# What is expected
Look through the listing below and count the lines holding "Róbalo". Reply with the number alone.

*** Information supplied ***

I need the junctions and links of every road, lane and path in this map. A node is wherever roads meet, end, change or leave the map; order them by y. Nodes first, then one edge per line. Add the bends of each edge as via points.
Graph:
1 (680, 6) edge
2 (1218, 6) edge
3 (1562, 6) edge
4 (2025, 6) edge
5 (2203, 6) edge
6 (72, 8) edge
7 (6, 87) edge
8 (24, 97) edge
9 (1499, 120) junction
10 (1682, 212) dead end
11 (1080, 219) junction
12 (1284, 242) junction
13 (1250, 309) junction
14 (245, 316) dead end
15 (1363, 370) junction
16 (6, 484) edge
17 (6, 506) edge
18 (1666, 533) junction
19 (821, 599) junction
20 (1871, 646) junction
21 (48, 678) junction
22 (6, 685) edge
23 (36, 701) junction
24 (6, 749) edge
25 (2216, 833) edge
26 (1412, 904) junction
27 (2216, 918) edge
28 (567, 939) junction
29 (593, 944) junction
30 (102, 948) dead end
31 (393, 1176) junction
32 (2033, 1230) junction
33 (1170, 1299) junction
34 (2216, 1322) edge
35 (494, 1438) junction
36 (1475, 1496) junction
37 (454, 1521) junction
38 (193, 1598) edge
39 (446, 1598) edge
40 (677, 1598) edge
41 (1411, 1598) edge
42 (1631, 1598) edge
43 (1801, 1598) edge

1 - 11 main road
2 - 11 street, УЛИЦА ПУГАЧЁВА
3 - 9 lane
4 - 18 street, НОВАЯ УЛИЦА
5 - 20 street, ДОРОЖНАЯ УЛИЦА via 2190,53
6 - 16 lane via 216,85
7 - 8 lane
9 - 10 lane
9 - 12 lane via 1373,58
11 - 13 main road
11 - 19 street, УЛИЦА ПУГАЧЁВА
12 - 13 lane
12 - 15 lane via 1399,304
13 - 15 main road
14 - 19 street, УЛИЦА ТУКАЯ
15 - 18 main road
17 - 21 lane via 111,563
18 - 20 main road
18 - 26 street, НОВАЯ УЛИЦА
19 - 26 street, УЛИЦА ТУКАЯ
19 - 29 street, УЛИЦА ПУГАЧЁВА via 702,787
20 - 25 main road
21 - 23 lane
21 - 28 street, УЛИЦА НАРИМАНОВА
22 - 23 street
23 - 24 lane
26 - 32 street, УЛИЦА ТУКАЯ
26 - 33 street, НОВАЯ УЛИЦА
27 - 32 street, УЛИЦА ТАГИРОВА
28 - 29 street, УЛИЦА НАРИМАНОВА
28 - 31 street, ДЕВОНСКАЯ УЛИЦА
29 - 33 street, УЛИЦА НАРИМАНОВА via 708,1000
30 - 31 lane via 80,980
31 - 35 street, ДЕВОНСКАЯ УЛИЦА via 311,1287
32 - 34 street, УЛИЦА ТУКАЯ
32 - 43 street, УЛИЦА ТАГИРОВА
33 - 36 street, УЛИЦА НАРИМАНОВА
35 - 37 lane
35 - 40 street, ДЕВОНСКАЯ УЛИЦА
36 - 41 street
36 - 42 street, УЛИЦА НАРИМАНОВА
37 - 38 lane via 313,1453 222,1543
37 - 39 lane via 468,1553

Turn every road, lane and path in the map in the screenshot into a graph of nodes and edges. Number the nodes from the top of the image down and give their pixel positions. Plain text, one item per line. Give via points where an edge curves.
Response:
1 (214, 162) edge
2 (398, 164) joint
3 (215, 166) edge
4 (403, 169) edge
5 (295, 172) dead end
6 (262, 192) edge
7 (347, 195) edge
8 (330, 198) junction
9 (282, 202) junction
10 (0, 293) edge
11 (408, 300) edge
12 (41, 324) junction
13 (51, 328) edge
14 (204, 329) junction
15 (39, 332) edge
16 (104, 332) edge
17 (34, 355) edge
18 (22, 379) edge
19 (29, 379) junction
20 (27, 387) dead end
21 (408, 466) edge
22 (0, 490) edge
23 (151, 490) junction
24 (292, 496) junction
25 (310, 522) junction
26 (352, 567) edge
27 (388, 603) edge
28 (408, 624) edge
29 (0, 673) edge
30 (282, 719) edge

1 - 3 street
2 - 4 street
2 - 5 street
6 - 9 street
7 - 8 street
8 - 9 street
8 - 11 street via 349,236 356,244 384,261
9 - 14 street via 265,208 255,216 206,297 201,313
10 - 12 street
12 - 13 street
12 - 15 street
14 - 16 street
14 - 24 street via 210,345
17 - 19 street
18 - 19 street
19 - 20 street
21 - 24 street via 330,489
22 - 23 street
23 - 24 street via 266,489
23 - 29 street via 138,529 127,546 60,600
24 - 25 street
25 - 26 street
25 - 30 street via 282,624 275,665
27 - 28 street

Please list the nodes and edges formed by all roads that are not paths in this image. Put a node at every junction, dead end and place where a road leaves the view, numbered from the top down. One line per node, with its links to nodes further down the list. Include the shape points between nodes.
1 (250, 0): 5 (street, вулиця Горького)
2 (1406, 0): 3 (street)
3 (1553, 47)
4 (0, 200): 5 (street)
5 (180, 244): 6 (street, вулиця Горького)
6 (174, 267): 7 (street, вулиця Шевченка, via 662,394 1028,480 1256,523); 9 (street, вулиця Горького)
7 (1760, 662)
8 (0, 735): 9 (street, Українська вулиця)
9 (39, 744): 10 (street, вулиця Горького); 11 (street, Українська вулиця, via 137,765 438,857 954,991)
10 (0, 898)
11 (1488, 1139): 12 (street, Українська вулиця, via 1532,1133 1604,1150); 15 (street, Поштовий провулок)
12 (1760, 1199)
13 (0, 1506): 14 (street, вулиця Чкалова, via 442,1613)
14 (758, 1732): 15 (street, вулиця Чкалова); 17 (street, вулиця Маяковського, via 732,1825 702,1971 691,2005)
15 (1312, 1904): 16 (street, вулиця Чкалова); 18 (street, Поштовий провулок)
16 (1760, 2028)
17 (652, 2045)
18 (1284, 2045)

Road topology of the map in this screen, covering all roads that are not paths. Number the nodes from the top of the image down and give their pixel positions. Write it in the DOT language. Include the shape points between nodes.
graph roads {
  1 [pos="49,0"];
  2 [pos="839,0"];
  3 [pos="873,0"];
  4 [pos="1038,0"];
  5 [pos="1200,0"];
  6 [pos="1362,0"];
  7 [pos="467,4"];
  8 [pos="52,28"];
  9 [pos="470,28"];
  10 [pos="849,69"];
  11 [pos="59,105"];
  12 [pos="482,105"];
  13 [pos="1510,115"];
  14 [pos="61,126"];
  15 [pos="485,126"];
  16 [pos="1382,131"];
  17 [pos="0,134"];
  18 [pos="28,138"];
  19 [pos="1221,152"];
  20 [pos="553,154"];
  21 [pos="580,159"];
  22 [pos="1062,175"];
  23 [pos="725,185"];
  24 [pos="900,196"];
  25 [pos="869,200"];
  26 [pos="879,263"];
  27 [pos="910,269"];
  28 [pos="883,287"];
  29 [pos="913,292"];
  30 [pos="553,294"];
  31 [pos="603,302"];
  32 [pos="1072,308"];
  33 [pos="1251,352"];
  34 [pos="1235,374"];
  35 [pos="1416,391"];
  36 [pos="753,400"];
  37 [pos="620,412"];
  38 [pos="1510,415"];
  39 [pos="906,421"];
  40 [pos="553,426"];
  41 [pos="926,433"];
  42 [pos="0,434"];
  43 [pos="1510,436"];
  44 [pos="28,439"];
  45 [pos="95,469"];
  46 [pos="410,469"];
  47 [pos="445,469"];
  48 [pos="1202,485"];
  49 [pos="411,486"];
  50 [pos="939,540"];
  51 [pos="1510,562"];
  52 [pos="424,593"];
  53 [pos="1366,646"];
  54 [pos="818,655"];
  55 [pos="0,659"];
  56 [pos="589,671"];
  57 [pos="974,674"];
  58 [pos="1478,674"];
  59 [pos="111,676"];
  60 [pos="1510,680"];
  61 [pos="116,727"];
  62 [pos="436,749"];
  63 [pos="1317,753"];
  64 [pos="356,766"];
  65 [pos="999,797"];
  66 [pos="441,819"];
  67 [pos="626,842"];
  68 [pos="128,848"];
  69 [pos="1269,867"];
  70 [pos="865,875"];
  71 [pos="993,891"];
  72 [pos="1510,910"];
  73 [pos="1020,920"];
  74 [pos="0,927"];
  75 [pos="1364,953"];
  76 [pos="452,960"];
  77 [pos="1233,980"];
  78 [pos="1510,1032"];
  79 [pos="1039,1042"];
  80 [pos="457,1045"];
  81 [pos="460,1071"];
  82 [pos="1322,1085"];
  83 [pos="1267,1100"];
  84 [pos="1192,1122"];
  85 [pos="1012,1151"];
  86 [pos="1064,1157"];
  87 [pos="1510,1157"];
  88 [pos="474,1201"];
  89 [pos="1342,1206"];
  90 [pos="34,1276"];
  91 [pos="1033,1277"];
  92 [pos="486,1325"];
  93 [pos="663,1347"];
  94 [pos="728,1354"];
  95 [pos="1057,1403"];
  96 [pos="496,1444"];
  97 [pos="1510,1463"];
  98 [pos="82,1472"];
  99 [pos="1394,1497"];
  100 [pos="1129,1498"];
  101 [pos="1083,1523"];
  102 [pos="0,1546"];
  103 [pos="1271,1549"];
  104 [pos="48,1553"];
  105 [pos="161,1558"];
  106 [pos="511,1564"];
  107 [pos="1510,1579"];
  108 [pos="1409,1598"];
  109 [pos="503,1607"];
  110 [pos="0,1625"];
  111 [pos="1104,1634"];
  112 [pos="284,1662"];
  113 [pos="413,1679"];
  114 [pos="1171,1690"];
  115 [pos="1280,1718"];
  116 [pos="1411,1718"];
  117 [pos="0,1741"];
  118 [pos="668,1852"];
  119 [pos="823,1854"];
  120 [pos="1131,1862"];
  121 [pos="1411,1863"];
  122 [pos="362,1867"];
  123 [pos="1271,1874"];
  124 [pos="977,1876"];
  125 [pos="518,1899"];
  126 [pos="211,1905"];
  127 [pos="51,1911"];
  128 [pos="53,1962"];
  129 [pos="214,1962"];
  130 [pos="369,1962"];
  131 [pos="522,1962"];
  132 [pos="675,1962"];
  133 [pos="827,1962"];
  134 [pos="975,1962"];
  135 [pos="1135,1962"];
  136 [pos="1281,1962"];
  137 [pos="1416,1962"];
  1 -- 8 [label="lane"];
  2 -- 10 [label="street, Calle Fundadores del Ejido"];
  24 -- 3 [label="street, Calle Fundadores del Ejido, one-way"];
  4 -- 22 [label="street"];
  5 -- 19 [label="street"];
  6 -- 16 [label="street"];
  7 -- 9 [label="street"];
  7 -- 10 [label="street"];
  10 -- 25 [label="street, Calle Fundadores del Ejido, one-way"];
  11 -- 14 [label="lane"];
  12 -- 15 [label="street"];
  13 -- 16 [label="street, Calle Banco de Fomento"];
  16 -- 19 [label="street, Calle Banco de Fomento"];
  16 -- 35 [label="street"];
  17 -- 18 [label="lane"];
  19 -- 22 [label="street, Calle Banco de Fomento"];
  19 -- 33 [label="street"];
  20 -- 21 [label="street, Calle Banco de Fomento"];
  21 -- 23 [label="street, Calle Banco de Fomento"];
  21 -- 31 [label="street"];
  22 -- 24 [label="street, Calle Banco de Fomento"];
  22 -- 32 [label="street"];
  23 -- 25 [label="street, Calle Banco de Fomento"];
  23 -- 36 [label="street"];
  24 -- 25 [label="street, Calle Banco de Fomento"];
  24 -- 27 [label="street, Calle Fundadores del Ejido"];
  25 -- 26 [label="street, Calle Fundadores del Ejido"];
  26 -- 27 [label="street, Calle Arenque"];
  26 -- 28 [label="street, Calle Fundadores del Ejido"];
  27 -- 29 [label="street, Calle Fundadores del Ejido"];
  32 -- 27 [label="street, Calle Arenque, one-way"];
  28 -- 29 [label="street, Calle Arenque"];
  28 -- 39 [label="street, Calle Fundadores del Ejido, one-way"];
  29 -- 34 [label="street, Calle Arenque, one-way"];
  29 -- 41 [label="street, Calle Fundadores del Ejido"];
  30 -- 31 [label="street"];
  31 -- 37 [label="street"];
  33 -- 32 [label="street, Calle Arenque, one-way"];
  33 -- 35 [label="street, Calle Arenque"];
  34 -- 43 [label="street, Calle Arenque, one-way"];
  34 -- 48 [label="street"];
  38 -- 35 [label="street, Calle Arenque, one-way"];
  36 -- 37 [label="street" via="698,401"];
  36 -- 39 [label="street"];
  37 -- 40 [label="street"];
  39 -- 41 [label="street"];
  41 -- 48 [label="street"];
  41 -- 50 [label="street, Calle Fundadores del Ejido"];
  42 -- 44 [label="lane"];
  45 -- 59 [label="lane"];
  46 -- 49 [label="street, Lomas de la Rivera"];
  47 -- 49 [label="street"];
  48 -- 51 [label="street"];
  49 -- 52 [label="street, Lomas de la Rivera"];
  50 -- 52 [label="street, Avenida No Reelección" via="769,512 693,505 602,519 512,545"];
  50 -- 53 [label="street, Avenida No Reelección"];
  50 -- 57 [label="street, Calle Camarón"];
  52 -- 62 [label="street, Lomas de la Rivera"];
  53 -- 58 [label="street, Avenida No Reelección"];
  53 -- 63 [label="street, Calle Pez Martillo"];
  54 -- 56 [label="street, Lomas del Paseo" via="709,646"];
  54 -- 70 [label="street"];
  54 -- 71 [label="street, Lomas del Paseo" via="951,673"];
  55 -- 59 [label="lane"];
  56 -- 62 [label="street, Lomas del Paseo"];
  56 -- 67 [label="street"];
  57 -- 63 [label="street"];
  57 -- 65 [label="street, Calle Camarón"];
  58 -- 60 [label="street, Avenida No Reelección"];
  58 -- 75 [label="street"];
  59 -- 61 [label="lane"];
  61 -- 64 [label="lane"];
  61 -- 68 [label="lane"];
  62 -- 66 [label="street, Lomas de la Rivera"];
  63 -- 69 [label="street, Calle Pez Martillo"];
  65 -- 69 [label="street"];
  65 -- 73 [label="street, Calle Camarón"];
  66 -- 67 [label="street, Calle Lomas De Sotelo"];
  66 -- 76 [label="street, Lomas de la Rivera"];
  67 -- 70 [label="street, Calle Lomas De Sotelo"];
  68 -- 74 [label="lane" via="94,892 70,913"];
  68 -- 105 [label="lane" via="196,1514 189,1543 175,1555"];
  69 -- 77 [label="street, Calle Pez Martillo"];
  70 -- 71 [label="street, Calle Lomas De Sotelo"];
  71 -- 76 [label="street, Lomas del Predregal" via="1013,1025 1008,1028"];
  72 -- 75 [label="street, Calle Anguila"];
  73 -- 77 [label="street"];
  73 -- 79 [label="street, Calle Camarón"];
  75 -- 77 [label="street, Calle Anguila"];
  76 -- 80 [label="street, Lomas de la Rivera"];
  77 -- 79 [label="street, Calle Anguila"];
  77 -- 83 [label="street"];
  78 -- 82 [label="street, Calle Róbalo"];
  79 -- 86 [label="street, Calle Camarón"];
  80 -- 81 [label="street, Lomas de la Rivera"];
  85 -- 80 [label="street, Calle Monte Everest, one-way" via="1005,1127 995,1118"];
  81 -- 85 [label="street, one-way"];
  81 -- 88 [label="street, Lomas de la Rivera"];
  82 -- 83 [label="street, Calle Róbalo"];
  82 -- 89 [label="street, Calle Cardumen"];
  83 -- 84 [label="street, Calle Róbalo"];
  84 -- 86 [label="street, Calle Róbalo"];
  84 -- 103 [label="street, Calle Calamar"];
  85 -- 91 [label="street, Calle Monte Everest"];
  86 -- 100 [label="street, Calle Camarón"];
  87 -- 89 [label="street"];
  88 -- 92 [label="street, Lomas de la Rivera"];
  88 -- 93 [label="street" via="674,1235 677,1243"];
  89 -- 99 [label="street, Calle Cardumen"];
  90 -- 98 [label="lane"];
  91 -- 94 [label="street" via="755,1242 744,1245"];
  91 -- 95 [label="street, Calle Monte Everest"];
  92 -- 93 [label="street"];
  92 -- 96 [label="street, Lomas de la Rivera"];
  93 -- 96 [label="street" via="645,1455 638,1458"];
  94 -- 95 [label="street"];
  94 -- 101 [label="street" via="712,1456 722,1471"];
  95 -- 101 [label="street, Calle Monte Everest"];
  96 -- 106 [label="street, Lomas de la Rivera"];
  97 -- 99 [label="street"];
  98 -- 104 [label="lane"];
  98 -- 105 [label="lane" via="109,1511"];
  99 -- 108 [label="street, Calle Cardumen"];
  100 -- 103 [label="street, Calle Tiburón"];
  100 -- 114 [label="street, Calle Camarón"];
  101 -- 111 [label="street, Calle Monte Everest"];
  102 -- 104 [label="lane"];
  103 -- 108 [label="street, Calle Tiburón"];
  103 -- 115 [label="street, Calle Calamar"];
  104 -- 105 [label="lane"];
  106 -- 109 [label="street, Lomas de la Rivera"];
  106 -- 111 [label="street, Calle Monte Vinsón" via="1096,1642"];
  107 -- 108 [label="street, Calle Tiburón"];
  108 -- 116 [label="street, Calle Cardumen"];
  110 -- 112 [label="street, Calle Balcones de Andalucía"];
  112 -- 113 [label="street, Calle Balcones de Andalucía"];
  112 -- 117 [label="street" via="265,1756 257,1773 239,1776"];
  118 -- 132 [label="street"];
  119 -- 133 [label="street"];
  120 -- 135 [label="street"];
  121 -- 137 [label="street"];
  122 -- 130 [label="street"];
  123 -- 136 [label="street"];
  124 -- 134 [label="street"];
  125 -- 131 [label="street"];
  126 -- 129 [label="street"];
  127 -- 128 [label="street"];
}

*** End of Information supplied ***

# Answer space
4